Objective: To assess whether impaired energy metabolism in skeletal muscle is a hallmark feature of patients with dominant optic atrophy due to several different mutations in the OPA1 gene.
Design: We used phosphorus 31 magnetic resonance spectroscopy to assess calf muscle oxidative metabolism in subjects with molecularly defined dominant optic atrophy carrying different mutations in the OPA1 gene. In a subset of patients, we also evaluated serum lactate levels after exercise and muscle biopsy results for histology and mitochondrial DNA analysis.
Setting: University neuromuscular and neurogenetics and magnetic resonance imaging units.
Patients: Eighteen patients with dominant optic atrophy were enrolled from 8 unrelated families, 7 of which carried an OPA1 mutation predicted to induce haploinsufficiency and 1 with a missense mutation in exon 27. Fifteen patients had documented optic atrophy.
Main outcome measures: Presence of skeletal muscle mitochondrial oxidative phosphorylation dysfunction as assessed by phosphorus 31 magnetic resonance spectroscopy, serum lactate levels, and histological and mitochondrial DNA analysis.
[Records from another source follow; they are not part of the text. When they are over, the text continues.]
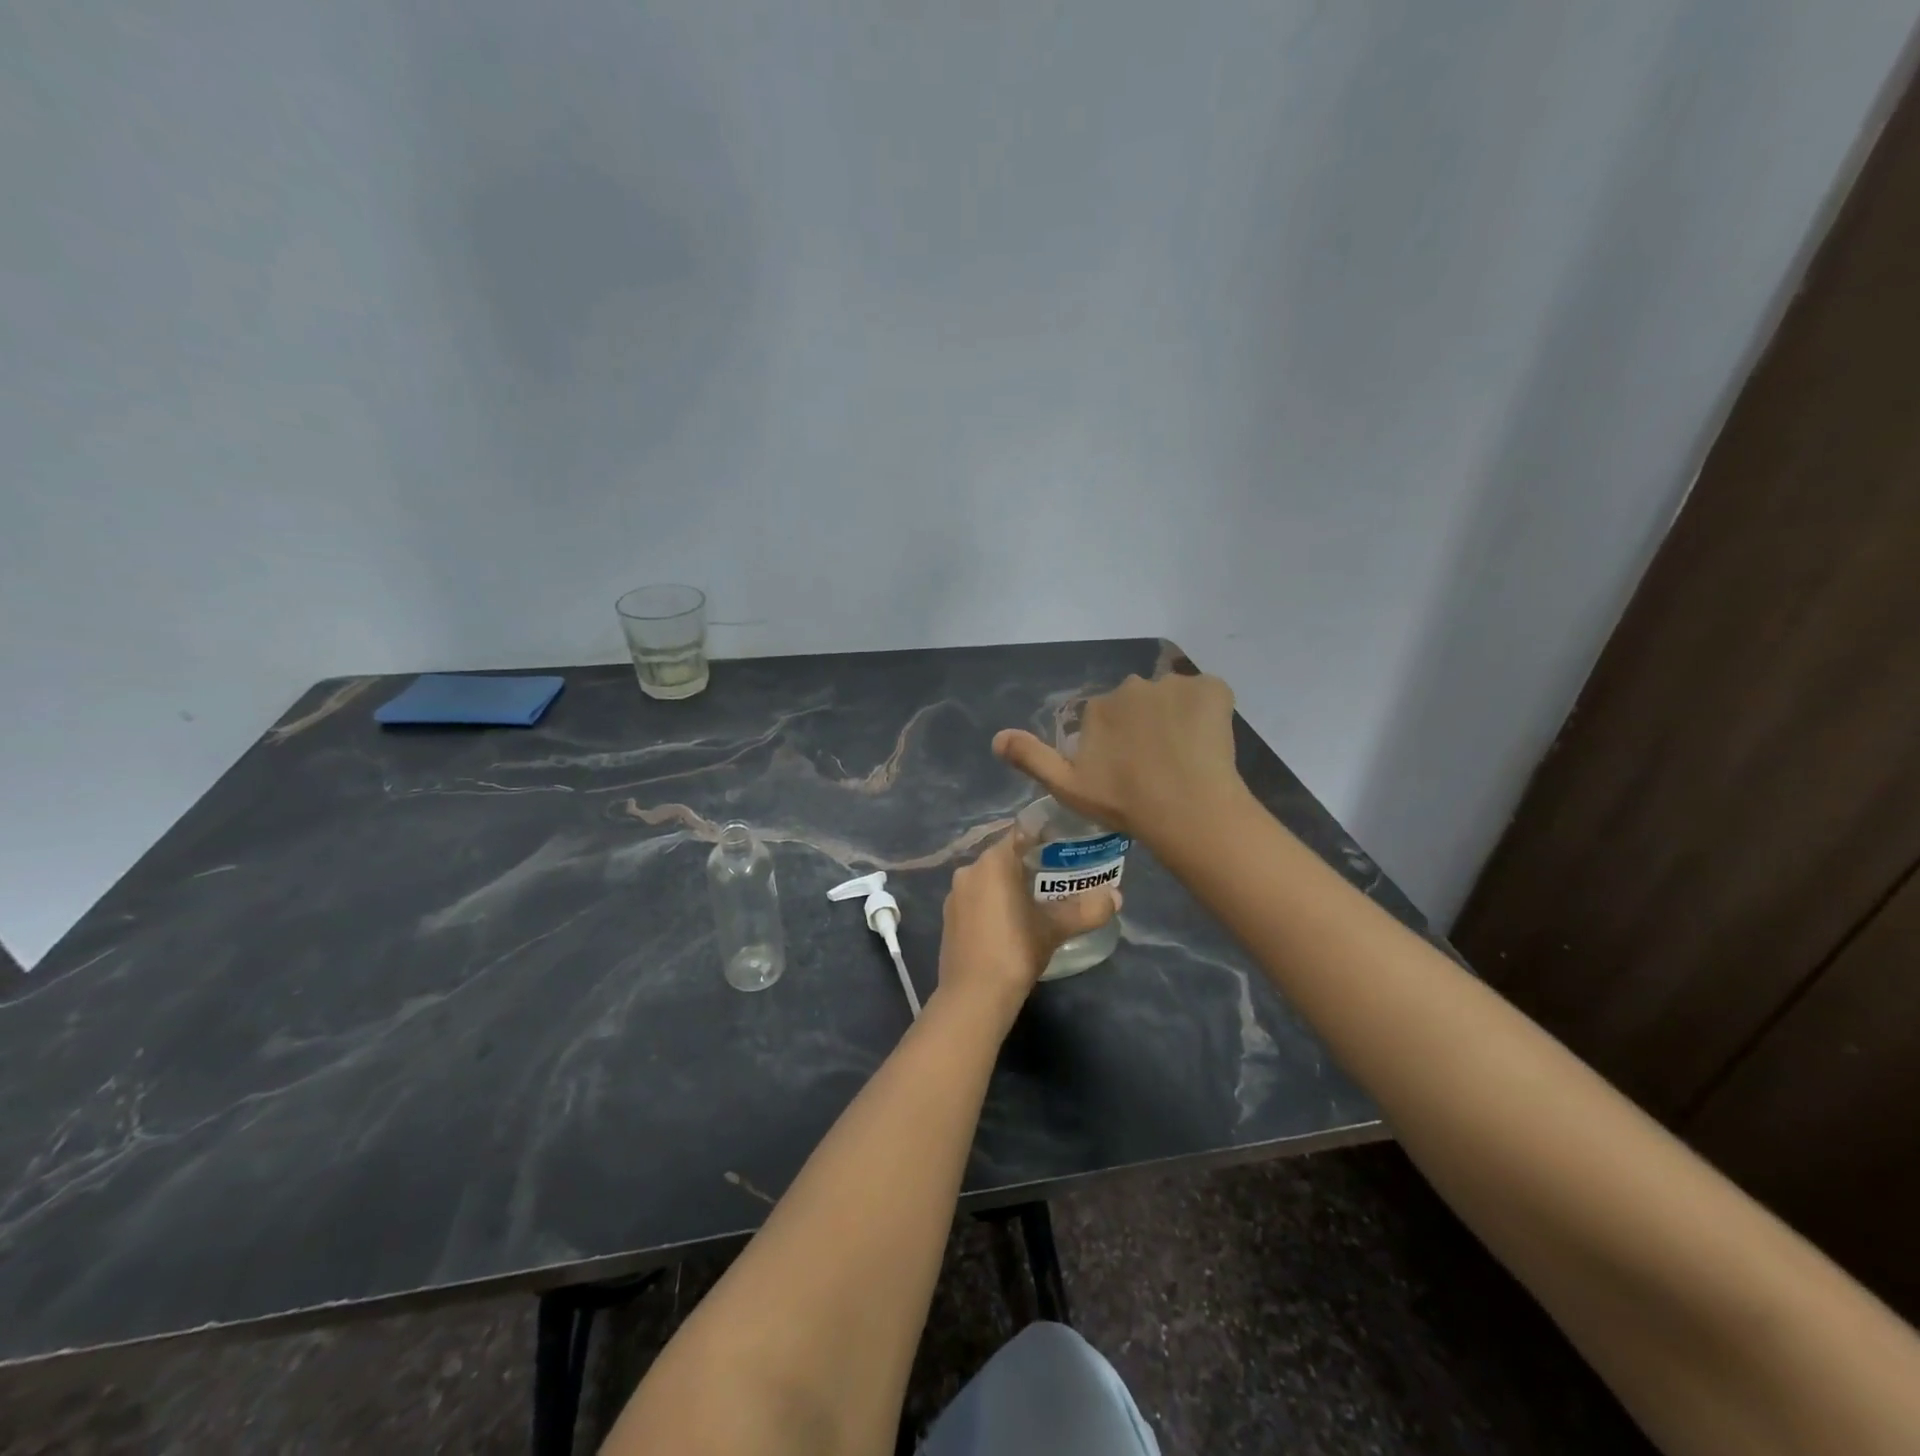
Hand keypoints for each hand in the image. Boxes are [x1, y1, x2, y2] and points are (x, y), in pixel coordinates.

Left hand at [937, 831, 1119, 1020]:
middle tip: (1058, 877)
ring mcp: (955, 895)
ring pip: (988, 879)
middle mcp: (969, 870)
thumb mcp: (1054, 928)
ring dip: (1010, 885)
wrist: (973, 996)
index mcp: (993, 861)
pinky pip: (976, 899)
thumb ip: (1086, 910)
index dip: (1043, 837)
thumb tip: (1117, 897)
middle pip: (1004, 856)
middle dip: (1029, 864)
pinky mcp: (949, 918)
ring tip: (1038, 900)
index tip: (1063, 847)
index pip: (1020, 833)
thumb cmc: (1015, 950)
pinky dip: (993, 902)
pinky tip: (1011, 921)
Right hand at [992, 672, 1245, 846]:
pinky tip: (1208, 743)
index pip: (1105, 717)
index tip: (1126, 771)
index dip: (1116, 743)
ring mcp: (1175, 685)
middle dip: (1145, 725)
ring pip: (1173, 699)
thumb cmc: (1123, 803)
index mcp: (1098, 707)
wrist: (1187, 810)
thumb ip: (1031, 758)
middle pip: (1139, 703)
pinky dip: (1208, 712)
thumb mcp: (1066, 787)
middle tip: (1157, 765)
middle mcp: (1132, 685)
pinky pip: (1208, 695)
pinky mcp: (1213, 689)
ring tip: (1185, 757)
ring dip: (1176, 718)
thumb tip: (996, 738)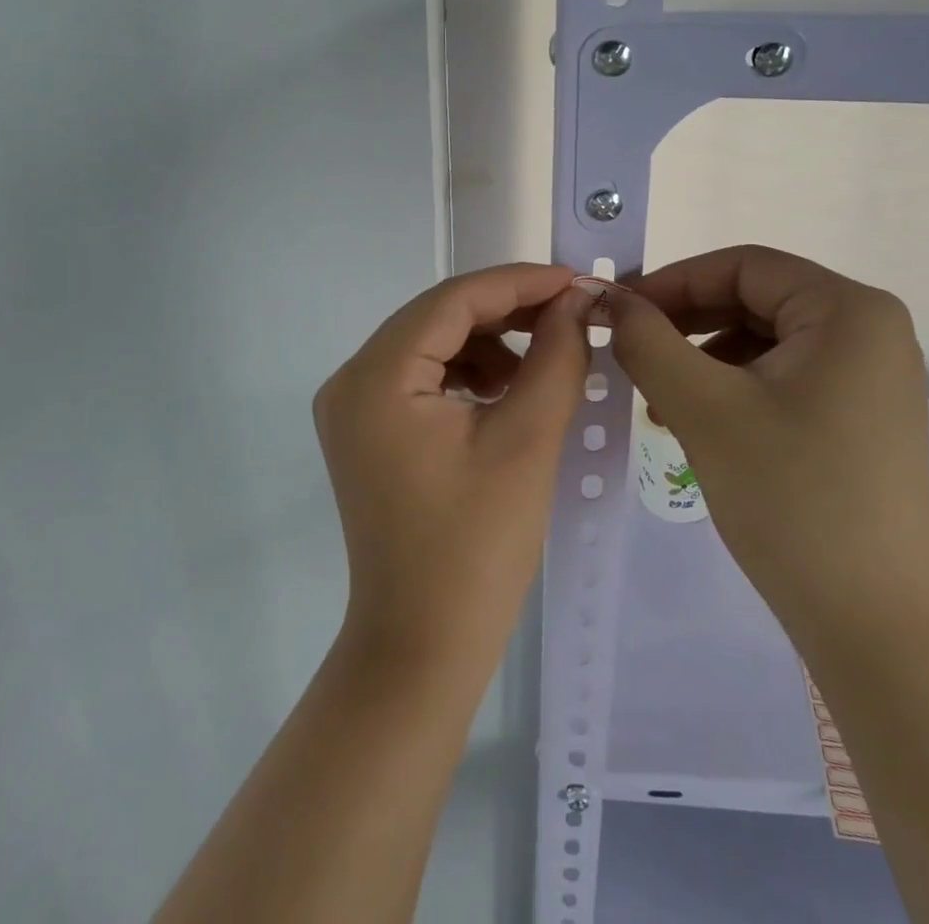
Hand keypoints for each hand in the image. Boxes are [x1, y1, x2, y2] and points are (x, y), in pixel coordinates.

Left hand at [314, 264, 590, 679]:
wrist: (422, 647)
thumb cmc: (477, 547)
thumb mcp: (527, 440)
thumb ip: (556, 356)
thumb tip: (576, 301)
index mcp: (377, 377)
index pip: (453, 300)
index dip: (519, 283)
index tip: (577, 281)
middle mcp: (352, 380)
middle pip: (439, 317)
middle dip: (508, 310)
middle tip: (571, 315)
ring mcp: (354, 407)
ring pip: (433, 343)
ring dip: (490, 341)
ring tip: (544, 361)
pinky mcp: (368, 431)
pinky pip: (423, 376)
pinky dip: (468, 372)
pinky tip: (507, 392)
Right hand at [609, 245, 928, 628]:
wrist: (874, 625)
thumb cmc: (790, 499)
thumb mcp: (704, 408)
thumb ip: (648, 341)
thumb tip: (609, 299)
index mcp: (849, 311)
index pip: (744, 266)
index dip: (674, 281)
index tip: (619, 310)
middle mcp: (871, 330)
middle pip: (756, 300)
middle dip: (686, 324)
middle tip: (631, 353)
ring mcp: (871, 376)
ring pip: (765, 341)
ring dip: (704, 359)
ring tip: (660, 401)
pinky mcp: (862, 415)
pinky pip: (784, 376)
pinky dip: (733, 388)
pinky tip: (697, 422)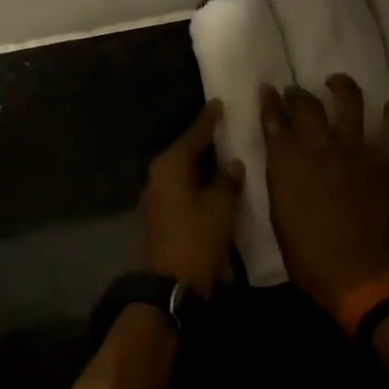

Results: Phosphorus 31 magnetic resonance spectroscopy showed reduced phosphorylation potential in the calf muscle at rest in patients with an OPA1 mutation (-24% from normal mean; P = .003) as well as a reduced maximum rate of mitochondrial adenosine triphosphate synthesis (-36%; P < .001; ranging from -28% to -49% in association with different mutations). In 4 of 10 patients (40%), the serum lactate level after exercise was elevated. Only 2 of 5 muscle biopsies, from the 2 patients with a missense mutation, showed slight myopathic changes. Low levels of mitochondrial DNA multiple deletions were found in all muscle biopsies.
Conclusions: Defective oxidative phosphorylation in skeletal muscle is a subclinical feature of patients with OPA1-related dominant optic atrophy, indicating a systemic expression of the OPA1 defect, similar to that previously reported for Leber hereditary optic neuropathy due to complex I dysfunction. This defect of oxidative phosphorylation does not appear to depend on the low amounts of mitochondrial DNA multiple deletions detected in muscle biopsies.